The story behind the coin
By 1862 the small change had simply disappeared. The Civil War had people hoarding anything made of silver or gold, and even the humble copper-nickel cent was being squirreled away faster than the Mint could replace it. Shopkeepers improvised — postage stamps stuffed in little brass frames, privately made tokens, paper "shinplasters" for a few cents. The country was running on IOUs and stamps.
The Mint's answer was a brand-new denomination: a fat bronze coin worth two cents. Mint Director James Pollock pushed for it in December 1863, partly to ease the shortage and partly to get away from nickel, whose hard alloy chewed up the Mint's dies. Congress agreed in the Coinage Act of 1864, which President Abraham Lincoln signed on April 22, 1864 — the same law that made base-metal coins legal tender for the first time, in small amounts.
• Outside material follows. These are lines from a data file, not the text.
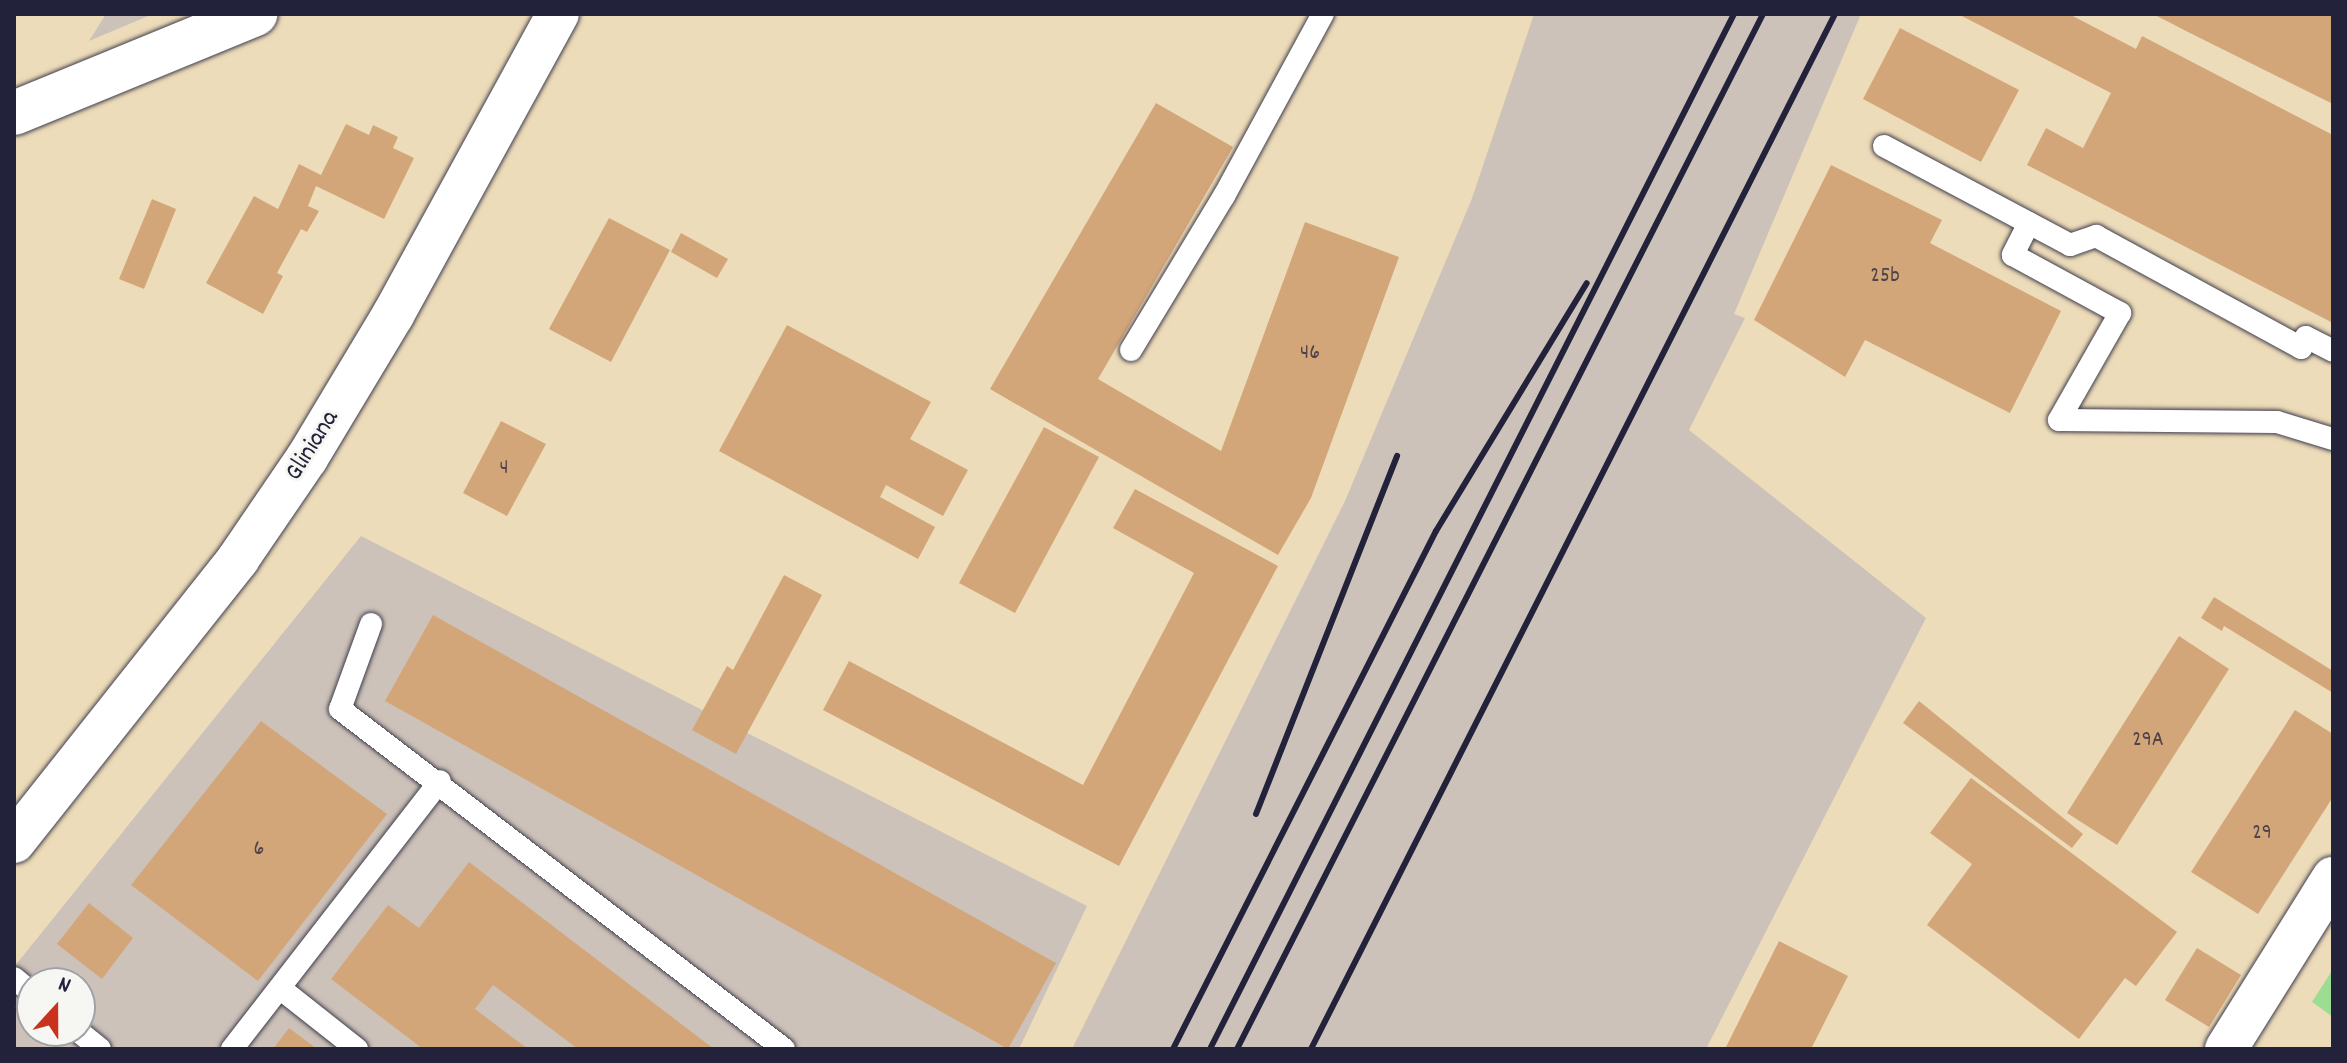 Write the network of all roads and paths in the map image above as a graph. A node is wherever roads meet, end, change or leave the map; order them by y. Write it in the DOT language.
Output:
graph roads {
  1 [pos="255,14"];
  2 [pos="558,14"];
  3 [pos="1323,14"];
  4 [pos="14,113"];
  5 [pos="1884,146"];
  6 [pos="2029,223"];
  7 [pos="1131,350"];
  8 [pos="2333,351"];
  9 [pos="2333,439"];
  10 [pos="371,624"];
  11 [pos="440,781"];
  12 [pos="14,842"];
  13 [pos="2333,878"];
  14 [pos="281,989"];
  15 [pos="232,1049"];
  16 [pos="357,1049"];
  17 [pos="784,1049"];
  18 [pos="2226,1049"];
  1 -- 4 [label="street"];
  2 -- 12 [label="street, Gliniana"];
  3 -- 7 [label="lane"];
  5 -- 6 [label="lane"];
  6 -- 8 [label="lane"];
  6 -- 9 [label="lane"];
  10 -- 11 [label="lane"];
  11 -- 14 [label="lane"];
  11 -- 17 [label="lane"];
  13 -- 18 [label="street"];
  14 -- 15 [label="lane"];
  14 -- 16 [label="lane"];
} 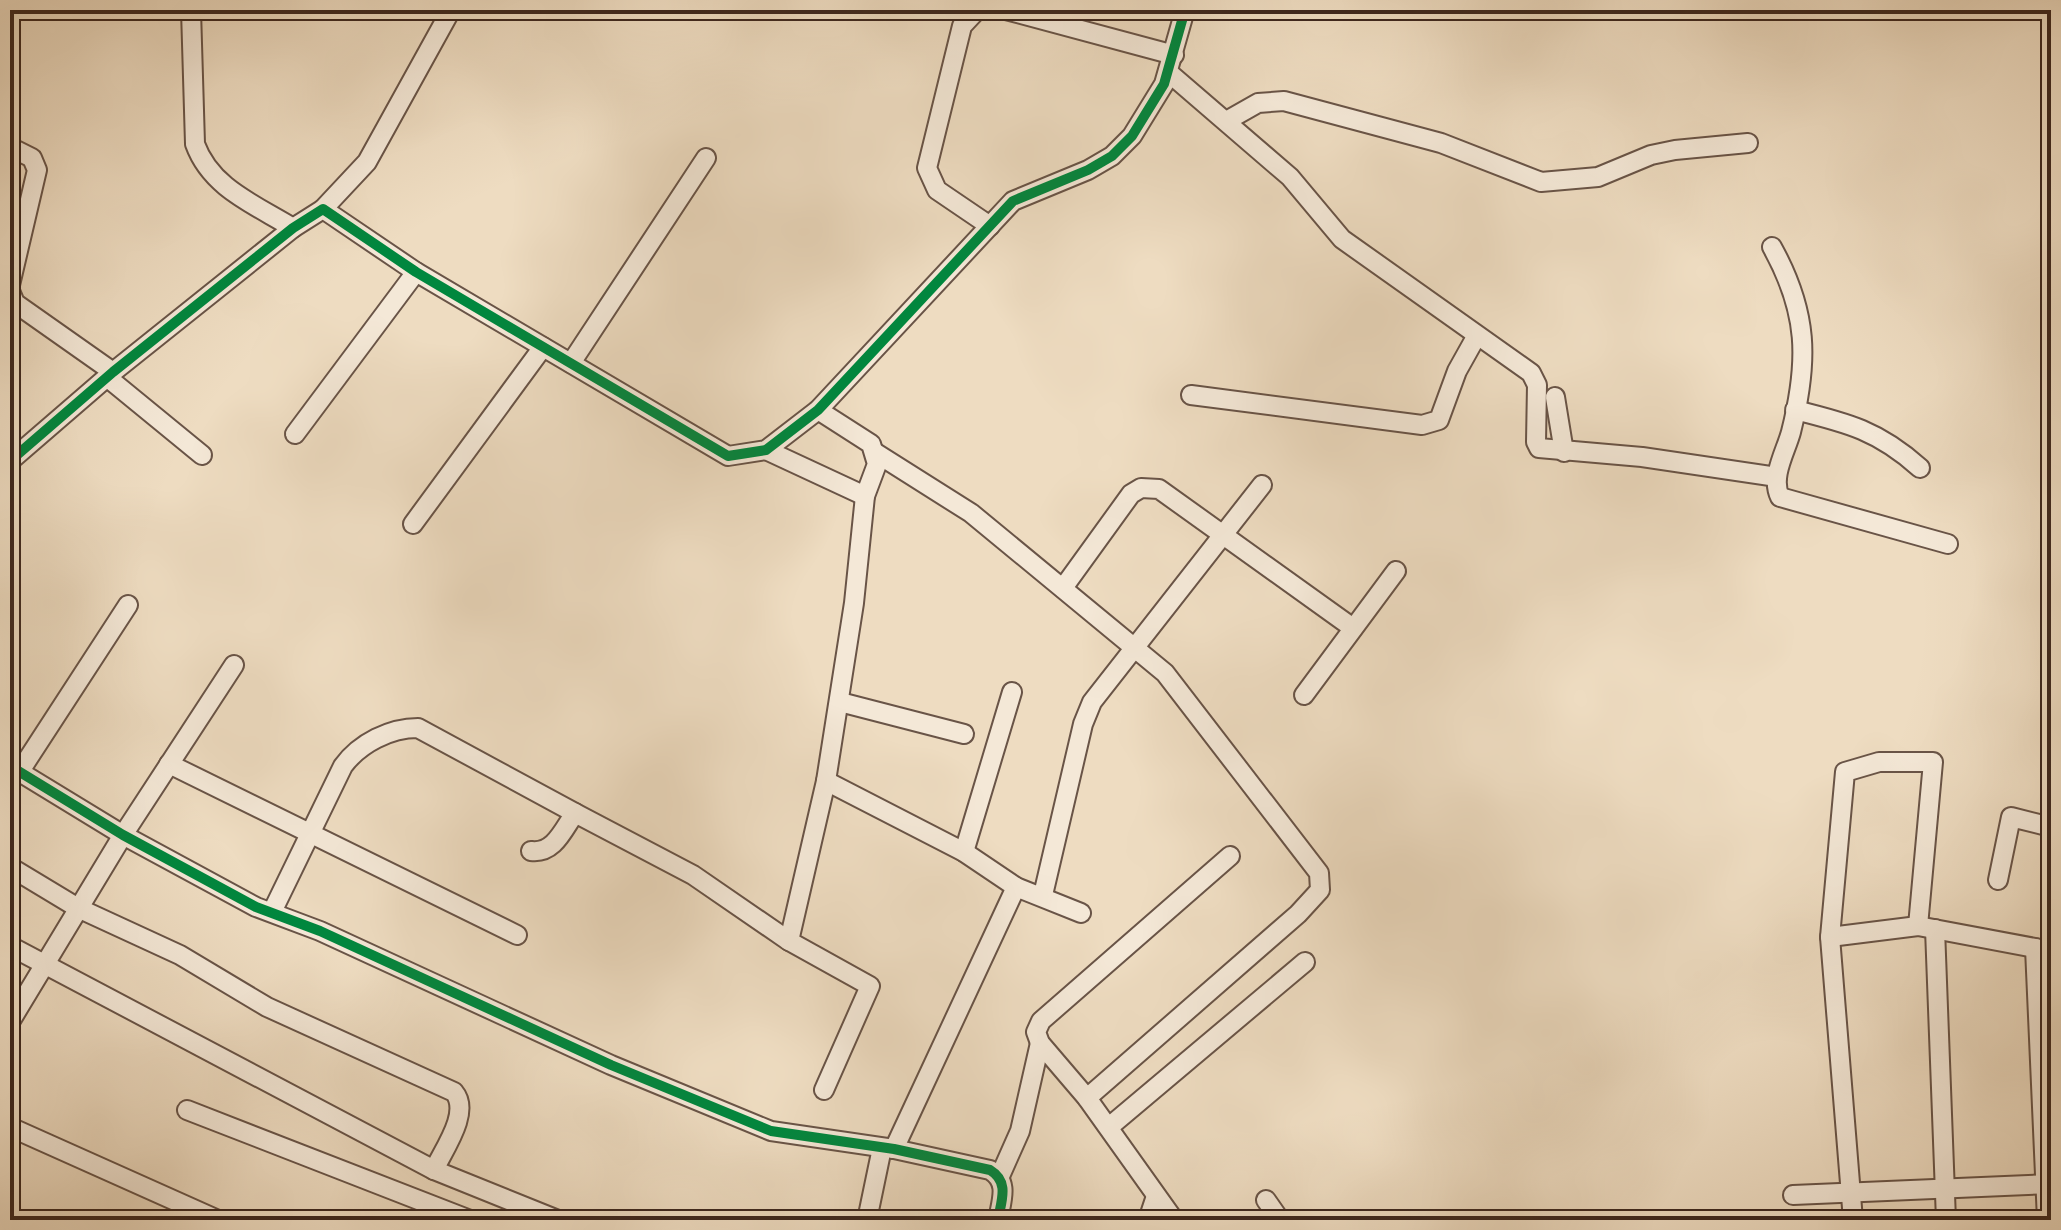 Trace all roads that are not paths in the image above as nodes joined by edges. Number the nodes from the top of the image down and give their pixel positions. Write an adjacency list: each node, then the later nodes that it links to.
1 (191, 10): 13 (street)
2 (451, 10): 11 (street)
3 (977, 10): 12 (street)
4 (1006, 10): 6 (street)
5 (1185, 10): 6 (street)
6 (1171, 64): 7 (street); 12 (street)
7 (1228, 120): 8 (street); 17 (street)
8 (1748, 143)
9 (10, 147): 16 (street)
10 (706, 158): 19 (street)
11 (323, 209): 13 (street); 15 (street)
12 (990, 226): 23 (street)
13 (293, 228): 20 (street)
14 (1772, 247): 24 (street)
15 (416, 272): 18 (street); 25 (street)
16 (10, 288): 20 (street)
17 (1476, 337): 21 (street); 22 (street)
18 (543, 347): 19 (street); 35 (street)
19 (571, 363): 26 (street)
20 (110, 375): 29 (street); 30 (street)
21 (1535, 378): 27 (street); 27 (street)
22 (1191, 395)
23 (818, 410): 26 (street); 28 (street)
24 (1795, 410): 31 (street); 32 (street)
25 (295, 434)
26 (766, 450): 34 (street)
27 (1564, 452): 32 (street)
28 (876, 453): 34 (street); 39 (street)
29 (202, 455)
30 (10, 461)
31 (1920, 468)
32 (1777, 477): 37 (street)
33 (1262, 485): 36 (street)
34 (865, 496): 46 (street)
35 (413, 524)
36 (1224, 534): 39 (street); 41 (street); 42 (street)
37 (1948, 544)
38 (1396, 571): 41 (street)
39 (1063, 588): 42 (street)
40 (128, 605): 49 (street)
41 (1353, 628): 45 (street)
42 (1133, 645): 61 (street); 76 (street)
43 (234, 665): 48 (street)
44 (1012, 692): 56 (street)
45 (1304, 695)
46 (840, 702): 47 (street); 50 (street)
47 (964, 734)
48 (169, 764): 53 (street); 54 (street)
49 (15, 768): 54 (street)
50 (826, 781): 56 (street); 68 (street)
51 (575, 813): 53 (street); 55 (street); 68 (street)
52 (2051, 827): 59 (street)
53 (312, 833): 63 (street); 66 (street)
54 (123, 835): 62 (street); 63 (street)
55 (531, 851)
56 (964, 852): 60 (street)
57 (1230, 856): 74 (street)
58 (10, 867): 62 (street)
59 (1998, 880)
60 (1016, 887): 61 (street); 80 (street)
61 (1043, 895): 64 (street)
62 (78, 908): 72 (street); 81 (street)
63 (272, 912): 80 (street)
64 (1081, 913)
65 (1926, 927): 67 (street); 67 (street); 70 (street); 84 (street)
66 (517, 935)
67 (1830, 937): 85 (street)
68 (789, 941): 75 (street)
69 (10, 946): 72 (street)
70 (2043, 949): 83 (street)
71 (1305, 962): 79 (street)
72 (45, 966): 73 (street); 81 (street)
73 (10, 1022)
74 (1040, 1043): 76 (street); 82 (street)
75 (824, 1090)
76 (1087, 1098): 79 (street)
77 (187, 1110): 90 (street)
78 (10, 1127): 89 (street)
79 (1109, 1127): 87 (street)
80 (888, 1148): 82 (street); 92 (street)
81 (434, 1170): 91 (street)
82 (1000, 1176): 93 (street)
83 (2048, 1184): 84 (street); 99 (street)
84 (1943, 1189): 85 (street); 98 (street)
85 (1851, 1192): 86 (street); 97 (street)
86 (1793, 1195)
87 (1156, 1196): 94 (street); 95 (street)
88 (1266, 1200): 96 (street)
89 (218, 1220)
90 (470, 1220)
91 (558, 1220)
92 (867, 1220)
93 (998, 1220)
94 (1148, 1220)
95 (1174, 1220)
96 (1280, 1220)
97 (1853, 1220)
98 (1946, 1220)
99 (2047, 1220)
But the coin's real fame came from four words. Back in late 1861, a Pennsylvania minister named Reverend Mark R. Watkinson had written to Treasury Secretary Salmon P. Chase, urging that the nation put God on its coins so that future generations would know it was a religious people, not a godless one. Chase liked the idea. The pattern coins read "God Our Trust"; Chase preferred a phrasing borrowed from the final verse of "The Star-Spangled Banner." When the two-cent piece rolled out, it became the first U.S. coin ever to carry In God We Trust — the motto now on every American coin and bill.